Understanding the meaning of pixels is fundamental in building a visual intelligence but often involves costly labeling. This work proposes an AI that can learn any pixel-labeling task using only a few labeled images.

The proposed method learns to associate pixels to any labels based on a few instructions. Once a user provides a set of labeled images, the model compares them with a query image and infers its per-pixel labels using the weighted combination of labeled images. The comparison mechanism is universal across different labels, thus the model can be applied to any per-pixel labeling problem with minor adjustments.

The fundamental of building a visual intelligence is understanding the pixels. Given complex patterns of visual signals such as images, it is important to understand high-level meanings of every pixels, such as object categories, distance to the camera, orientation of the surface, velocity of motion, and boundary of the objects. All these problems relate to associating labels to the pixels, and are often referred to as dense prediction problems. As the name suggests, dense prediction broadly encapsulates many computer vision problems, often referred in different names depending on types of labels, such as object segmentation, object detection, pose estimation, depth estimation, and motion estimation.

The key challenge to the dense prediction is collecting training data. In order to teach AI to infer per-pixel labels, each training image should be also have every pixel labeled. This per-pixel labeling is often too laborious and costly, putting major bottlenecks to building visual AI. Previous studies that attempted to reduce the need for labeled data have typically still demanded a substantial amount of such data, or they have concentrated on a particular group of tasks. The lack of a data-efficient, general-purpose AI for dense prediction tasks has led to limited applications in real-world computer vision problems, particularly in scenarios where available data is scarce.

A research team led by Professor Seunghoon Hong from the School of Computing at KAIST has developed a novel framework that can efficiently learn arbitrary dense prediction tasks using only a small amount of labeled data. Their pioneering work was not only published but also honored with the Outstanding Paper Award at the 2023 International Conference on Learning Representations (ICLR), a premier conference in the fields of artificial intelligence and machine learning. Based on the Google Scholar h5-index, ICLR ranks first in the artificial intelligence category, and stands at 9th position across all categories, underscoring its significant academic influence. The awarded paper stood out as one of the top four out of the 1574 papers published at the conference.

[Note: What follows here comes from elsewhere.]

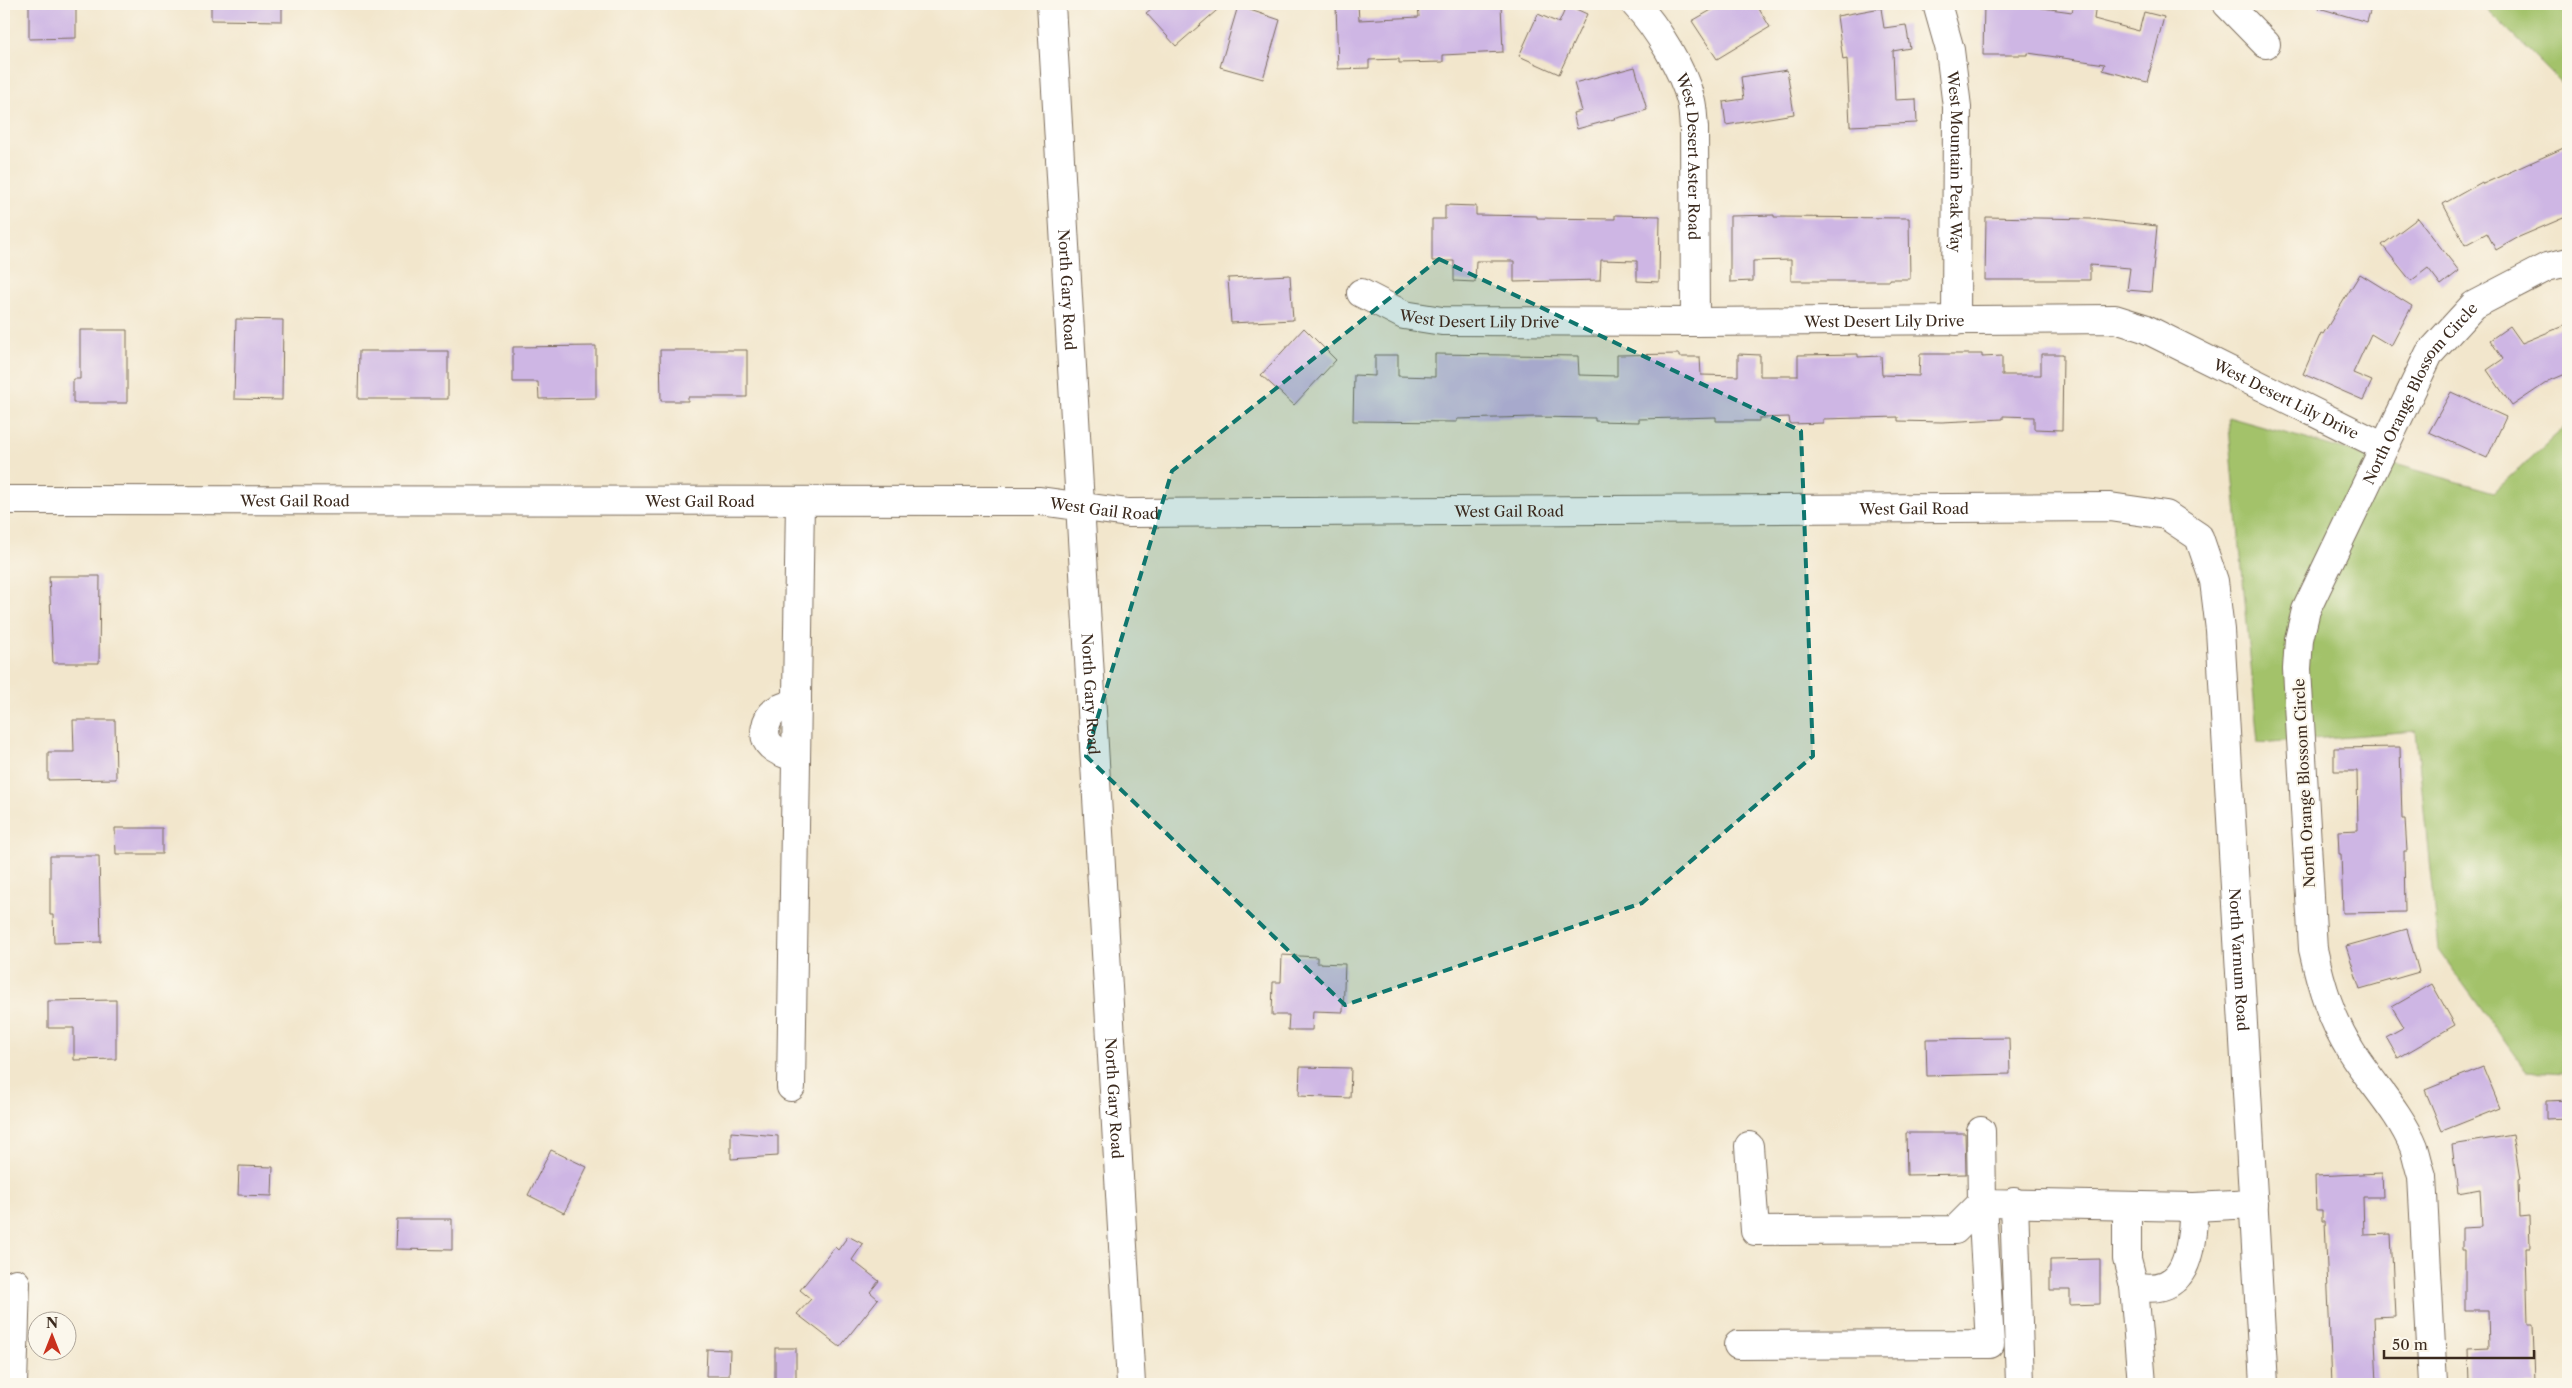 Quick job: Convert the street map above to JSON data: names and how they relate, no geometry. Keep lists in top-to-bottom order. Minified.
{"streets":{"street":["West Desert Aster Road","West Mountain Peak Way","North Gary Road","West Desert Lily Drive","North Orange Blossom Circle","West Gail Road","North Varnum Road"]},"crossings":[["West Desert Aster Road","West Desert Lily Drive"],["West Mountain Peak Way","West Desert Lily Drive"],["North Gary Road","West Gail Road"],["West Desert Lily Drive","North Orange Blossom Circle"],["West Gail Road","North Varnum Road"]],"scale_bar":"50 m","north":"top"}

The core principle of this research lies in unifying the learning mechanism that is inspired by how humans solve a new task – analogy-making. To solve a new task, the method first extracts local representations from a query image and a few given labeled images, then compares how similar they are. Based on the similarities, the method makes an analogy to the query image by combining the given labels, assigning greater weight to those that are more similar. This mechanism, named Visual Token Matching (VTM), is designed to address a variety of dense prediction tasks in a unified manner. Moreover, VTM has a flexible and data-efficient adaptation mechanism that allows it to learn various notions of similarity for the analogy making, which is crucial to solve different types of dense prediction tasks.

Figure 1. The core design principle is a combination of a task-agnostic architecture and a task-specific adaptation mechanism.

Experimental results show that the proposed Visual Token Matching (VTM) method successfully learns various real-world dense prediction tasks. Impressively, VTM even rivals or surpasses previous models that use the whole labeled data, while using only 0.1% of the data. This rises a promising direction to real-world applications where available data is scarce and tasks are continuously changing.

LIST

Most Popular

When and why do graph neural networks become powerful?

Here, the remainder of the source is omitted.